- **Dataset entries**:
☆ ☆ ☆ ☆ ☆ ☆ ☆
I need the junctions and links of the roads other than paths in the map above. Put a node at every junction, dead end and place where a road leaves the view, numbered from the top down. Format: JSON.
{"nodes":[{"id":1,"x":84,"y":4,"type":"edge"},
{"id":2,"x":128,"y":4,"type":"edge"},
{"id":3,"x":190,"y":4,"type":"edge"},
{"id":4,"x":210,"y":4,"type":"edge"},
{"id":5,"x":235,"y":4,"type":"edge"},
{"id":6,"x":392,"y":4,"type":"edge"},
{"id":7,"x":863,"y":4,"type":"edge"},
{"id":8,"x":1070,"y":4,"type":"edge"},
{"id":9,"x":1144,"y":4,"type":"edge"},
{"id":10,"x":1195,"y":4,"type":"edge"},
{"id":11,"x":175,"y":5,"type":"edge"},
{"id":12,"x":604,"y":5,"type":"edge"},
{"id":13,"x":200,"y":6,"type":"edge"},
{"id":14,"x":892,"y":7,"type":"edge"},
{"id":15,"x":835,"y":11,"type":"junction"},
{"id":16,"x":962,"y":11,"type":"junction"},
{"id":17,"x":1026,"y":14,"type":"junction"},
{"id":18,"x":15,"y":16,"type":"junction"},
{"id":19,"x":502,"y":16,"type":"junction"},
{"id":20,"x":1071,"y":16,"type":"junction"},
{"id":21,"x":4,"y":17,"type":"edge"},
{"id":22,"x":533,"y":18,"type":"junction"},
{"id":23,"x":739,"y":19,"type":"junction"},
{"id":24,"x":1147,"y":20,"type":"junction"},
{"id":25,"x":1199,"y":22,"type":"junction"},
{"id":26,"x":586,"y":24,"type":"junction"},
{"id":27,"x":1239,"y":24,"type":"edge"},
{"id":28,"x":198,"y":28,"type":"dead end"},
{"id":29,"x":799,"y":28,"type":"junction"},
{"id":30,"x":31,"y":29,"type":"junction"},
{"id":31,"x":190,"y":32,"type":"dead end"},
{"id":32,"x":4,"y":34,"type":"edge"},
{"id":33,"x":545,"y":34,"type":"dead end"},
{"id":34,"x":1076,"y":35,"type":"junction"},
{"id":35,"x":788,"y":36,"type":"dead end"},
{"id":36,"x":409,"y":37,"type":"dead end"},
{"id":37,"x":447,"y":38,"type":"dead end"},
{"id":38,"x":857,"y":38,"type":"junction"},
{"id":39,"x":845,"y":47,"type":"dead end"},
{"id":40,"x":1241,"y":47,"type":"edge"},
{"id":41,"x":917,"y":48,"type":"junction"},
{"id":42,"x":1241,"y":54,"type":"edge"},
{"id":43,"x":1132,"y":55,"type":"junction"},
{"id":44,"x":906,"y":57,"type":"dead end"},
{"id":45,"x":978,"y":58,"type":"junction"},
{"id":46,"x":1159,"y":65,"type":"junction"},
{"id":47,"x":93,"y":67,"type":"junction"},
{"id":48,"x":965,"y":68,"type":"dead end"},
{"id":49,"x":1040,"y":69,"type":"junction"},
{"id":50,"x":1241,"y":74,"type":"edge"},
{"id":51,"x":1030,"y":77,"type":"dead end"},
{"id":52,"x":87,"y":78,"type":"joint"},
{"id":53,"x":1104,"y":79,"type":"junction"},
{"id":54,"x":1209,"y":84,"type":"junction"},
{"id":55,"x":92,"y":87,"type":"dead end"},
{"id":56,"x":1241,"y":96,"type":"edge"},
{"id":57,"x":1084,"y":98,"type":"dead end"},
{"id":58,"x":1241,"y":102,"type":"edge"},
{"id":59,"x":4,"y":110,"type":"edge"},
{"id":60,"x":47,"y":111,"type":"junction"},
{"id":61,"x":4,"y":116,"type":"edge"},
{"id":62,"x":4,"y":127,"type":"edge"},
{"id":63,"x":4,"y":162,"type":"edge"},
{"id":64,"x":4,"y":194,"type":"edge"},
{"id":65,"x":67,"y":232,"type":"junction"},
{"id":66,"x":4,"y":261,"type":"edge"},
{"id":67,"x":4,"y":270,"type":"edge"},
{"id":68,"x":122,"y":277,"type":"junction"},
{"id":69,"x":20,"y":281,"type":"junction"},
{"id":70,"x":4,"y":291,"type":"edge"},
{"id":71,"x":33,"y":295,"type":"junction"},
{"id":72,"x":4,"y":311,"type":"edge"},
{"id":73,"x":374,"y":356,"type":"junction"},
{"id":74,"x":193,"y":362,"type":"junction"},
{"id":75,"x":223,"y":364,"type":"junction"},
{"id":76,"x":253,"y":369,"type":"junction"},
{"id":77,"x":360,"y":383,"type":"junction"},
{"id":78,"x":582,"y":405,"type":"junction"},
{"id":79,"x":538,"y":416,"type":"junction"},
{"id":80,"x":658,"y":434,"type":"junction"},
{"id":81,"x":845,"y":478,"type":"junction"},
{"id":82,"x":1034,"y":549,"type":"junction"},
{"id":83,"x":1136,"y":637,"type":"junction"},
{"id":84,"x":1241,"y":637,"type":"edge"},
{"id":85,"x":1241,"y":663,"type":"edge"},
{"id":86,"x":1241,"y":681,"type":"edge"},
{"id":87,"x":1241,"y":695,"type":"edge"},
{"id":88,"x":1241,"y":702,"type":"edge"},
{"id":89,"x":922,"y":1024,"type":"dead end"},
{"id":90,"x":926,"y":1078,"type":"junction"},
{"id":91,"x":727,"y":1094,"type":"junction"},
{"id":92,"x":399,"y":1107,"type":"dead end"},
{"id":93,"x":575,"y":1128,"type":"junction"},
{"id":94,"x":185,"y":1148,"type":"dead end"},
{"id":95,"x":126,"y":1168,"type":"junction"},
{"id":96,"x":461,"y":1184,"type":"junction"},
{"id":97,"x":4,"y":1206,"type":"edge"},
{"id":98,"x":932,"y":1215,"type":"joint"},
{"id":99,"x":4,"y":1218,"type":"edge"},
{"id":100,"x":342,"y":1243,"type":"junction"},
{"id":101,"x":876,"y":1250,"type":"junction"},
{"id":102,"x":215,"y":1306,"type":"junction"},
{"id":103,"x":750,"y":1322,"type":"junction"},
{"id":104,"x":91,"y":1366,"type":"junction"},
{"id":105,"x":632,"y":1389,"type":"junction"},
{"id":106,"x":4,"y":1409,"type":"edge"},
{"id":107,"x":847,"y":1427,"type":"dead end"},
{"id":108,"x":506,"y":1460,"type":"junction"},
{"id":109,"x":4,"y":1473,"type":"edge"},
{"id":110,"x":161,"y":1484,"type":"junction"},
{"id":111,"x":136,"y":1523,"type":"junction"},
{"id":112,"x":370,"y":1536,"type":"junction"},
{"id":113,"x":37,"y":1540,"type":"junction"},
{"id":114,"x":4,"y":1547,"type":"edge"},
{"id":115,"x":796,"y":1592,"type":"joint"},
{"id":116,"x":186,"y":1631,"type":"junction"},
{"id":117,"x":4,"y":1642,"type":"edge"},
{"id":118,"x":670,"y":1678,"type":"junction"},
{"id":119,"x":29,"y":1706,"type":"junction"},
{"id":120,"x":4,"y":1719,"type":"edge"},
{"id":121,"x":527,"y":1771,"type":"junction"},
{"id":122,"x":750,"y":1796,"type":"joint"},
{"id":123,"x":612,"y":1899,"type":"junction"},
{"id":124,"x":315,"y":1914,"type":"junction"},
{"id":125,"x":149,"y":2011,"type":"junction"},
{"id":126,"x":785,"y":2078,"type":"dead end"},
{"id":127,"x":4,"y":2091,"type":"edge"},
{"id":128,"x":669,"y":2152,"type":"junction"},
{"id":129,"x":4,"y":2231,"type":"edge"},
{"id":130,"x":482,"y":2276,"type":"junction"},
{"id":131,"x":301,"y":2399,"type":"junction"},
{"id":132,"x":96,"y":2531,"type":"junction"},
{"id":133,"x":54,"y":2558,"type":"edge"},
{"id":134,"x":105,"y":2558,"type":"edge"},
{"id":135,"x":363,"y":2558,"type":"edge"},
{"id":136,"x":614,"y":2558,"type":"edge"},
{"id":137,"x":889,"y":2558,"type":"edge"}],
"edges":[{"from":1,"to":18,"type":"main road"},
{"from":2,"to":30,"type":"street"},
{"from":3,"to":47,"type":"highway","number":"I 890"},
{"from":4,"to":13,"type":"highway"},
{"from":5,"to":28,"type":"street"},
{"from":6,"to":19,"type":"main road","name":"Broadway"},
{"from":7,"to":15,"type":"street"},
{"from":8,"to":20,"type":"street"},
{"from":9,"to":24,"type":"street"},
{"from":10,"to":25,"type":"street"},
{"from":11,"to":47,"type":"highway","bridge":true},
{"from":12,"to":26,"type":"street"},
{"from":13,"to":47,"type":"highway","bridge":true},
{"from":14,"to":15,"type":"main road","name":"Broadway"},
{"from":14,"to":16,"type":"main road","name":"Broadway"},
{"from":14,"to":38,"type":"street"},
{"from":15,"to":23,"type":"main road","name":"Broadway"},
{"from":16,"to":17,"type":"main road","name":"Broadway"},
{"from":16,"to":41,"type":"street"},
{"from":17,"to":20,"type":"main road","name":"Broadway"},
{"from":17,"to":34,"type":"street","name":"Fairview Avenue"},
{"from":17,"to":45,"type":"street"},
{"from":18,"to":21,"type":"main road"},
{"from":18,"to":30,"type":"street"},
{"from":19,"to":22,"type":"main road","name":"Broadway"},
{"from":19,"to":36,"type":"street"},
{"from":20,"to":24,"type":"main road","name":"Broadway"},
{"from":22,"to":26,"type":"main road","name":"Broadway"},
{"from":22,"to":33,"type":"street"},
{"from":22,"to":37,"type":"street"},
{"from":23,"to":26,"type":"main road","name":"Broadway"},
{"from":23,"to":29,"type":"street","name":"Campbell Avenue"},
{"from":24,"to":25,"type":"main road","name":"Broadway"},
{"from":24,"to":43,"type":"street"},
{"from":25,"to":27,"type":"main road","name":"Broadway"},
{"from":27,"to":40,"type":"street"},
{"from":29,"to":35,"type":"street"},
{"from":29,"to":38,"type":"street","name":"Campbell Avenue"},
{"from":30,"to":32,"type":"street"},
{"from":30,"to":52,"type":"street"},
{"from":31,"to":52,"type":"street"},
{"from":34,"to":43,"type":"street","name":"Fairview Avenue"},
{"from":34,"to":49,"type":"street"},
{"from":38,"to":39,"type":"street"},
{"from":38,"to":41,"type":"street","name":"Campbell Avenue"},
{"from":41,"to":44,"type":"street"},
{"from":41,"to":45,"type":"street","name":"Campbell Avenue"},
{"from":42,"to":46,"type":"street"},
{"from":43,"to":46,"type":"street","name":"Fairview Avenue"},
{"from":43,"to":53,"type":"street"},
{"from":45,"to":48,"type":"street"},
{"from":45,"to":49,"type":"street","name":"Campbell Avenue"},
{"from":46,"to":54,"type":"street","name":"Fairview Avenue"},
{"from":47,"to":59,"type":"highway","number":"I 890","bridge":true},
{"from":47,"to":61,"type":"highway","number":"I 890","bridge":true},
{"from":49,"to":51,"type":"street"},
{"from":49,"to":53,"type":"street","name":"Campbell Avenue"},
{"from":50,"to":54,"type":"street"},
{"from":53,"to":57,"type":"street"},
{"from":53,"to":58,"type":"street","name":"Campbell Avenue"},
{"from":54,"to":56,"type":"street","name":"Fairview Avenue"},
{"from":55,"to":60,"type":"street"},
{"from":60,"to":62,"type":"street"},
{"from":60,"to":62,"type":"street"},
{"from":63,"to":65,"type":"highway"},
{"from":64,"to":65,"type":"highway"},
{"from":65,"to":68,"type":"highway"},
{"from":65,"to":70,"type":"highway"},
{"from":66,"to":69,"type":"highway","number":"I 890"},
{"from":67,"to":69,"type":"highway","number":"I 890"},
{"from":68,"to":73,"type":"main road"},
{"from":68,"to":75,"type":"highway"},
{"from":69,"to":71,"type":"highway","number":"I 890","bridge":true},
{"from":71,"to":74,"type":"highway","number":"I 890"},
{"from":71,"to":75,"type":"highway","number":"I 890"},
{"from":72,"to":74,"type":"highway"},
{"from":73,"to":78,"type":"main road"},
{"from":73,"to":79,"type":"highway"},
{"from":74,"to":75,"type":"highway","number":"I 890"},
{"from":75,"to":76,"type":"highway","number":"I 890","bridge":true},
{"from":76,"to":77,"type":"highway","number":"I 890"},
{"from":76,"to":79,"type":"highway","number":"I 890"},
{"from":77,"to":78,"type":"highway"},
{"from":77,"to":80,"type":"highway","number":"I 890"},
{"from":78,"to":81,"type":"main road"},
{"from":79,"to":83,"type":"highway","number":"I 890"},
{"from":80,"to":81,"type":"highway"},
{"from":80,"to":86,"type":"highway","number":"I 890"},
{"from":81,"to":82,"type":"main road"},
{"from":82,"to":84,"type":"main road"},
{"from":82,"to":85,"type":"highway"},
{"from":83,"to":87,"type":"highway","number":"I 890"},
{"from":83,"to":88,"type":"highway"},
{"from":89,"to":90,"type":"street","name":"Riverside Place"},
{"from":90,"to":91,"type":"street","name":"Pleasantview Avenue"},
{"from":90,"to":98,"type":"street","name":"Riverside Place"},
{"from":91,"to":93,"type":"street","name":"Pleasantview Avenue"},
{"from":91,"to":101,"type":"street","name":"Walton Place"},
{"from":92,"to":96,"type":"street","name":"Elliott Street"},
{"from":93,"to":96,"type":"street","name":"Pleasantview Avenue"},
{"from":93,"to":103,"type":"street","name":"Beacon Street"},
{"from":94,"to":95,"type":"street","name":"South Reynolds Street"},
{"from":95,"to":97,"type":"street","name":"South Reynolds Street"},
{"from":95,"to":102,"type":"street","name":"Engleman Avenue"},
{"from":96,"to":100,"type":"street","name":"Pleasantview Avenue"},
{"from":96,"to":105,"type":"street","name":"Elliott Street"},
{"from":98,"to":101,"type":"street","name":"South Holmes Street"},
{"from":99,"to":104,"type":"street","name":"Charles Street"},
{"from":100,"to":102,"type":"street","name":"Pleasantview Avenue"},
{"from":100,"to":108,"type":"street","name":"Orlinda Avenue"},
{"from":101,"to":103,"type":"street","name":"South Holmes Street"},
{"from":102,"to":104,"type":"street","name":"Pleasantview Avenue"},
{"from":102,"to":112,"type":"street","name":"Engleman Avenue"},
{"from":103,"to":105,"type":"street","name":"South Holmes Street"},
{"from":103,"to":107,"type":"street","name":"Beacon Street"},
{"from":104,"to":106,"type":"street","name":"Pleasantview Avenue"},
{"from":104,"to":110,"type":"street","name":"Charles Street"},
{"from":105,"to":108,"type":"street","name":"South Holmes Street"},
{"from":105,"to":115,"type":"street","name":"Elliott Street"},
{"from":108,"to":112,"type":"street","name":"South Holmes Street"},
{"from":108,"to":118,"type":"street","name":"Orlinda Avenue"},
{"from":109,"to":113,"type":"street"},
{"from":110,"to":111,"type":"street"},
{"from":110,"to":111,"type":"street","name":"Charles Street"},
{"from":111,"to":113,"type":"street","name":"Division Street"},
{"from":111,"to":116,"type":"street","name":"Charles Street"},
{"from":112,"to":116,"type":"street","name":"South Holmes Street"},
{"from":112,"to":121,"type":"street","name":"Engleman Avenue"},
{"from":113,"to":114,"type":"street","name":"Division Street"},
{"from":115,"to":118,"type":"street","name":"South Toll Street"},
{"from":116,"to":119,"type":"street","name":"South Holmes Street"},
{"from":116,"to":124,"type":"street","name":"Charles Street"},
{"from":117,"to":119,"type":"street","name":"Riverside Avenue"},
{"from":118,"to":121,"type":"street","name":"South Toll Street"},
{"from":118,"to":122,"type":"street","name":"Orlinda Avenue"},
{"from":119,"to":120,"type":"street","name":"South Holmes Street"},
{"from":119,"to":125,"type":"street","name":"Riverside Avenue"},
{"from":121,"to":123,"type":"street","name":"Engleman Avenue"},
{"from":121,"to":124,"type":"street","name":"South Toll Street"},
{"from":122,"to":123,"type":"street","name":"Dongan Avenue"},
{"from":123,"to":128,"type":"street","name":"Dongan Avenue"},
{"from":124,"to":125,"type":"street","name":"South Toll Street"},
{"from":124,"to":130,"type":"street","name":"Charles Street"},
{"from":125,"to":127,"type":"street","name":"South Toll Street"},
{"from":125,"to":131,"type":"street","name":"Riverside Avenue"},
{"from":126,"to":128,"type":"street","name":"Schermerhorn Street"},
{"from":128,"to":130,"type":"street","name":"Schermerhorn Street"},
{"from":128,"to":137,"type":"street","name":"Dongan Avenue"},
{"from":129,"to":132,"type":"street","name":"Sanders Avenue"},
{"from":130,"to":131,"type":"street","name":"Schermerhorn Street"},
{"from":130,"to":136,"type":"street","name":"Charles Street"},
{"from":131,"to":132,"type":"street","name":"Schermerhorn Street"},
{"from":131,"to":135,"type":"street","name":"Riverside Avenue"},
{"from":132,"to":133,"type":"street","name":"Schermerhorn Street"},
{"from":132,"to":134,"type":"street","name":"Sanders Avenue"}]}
☆ ☆ ☆ ☆ ☆ ☆ ☆
Select and copy each line from the data that includes the word "Dongan".

- **Answer to this task**:
{"from":122,"to":123,"type":"street","name":"Dongan Avenue"},
{"from":123,"to":128,"type":"street","name":"Dongan Avenue"},
{"from":128,"to":137,"type":"street","name":"Dongan Avenue"},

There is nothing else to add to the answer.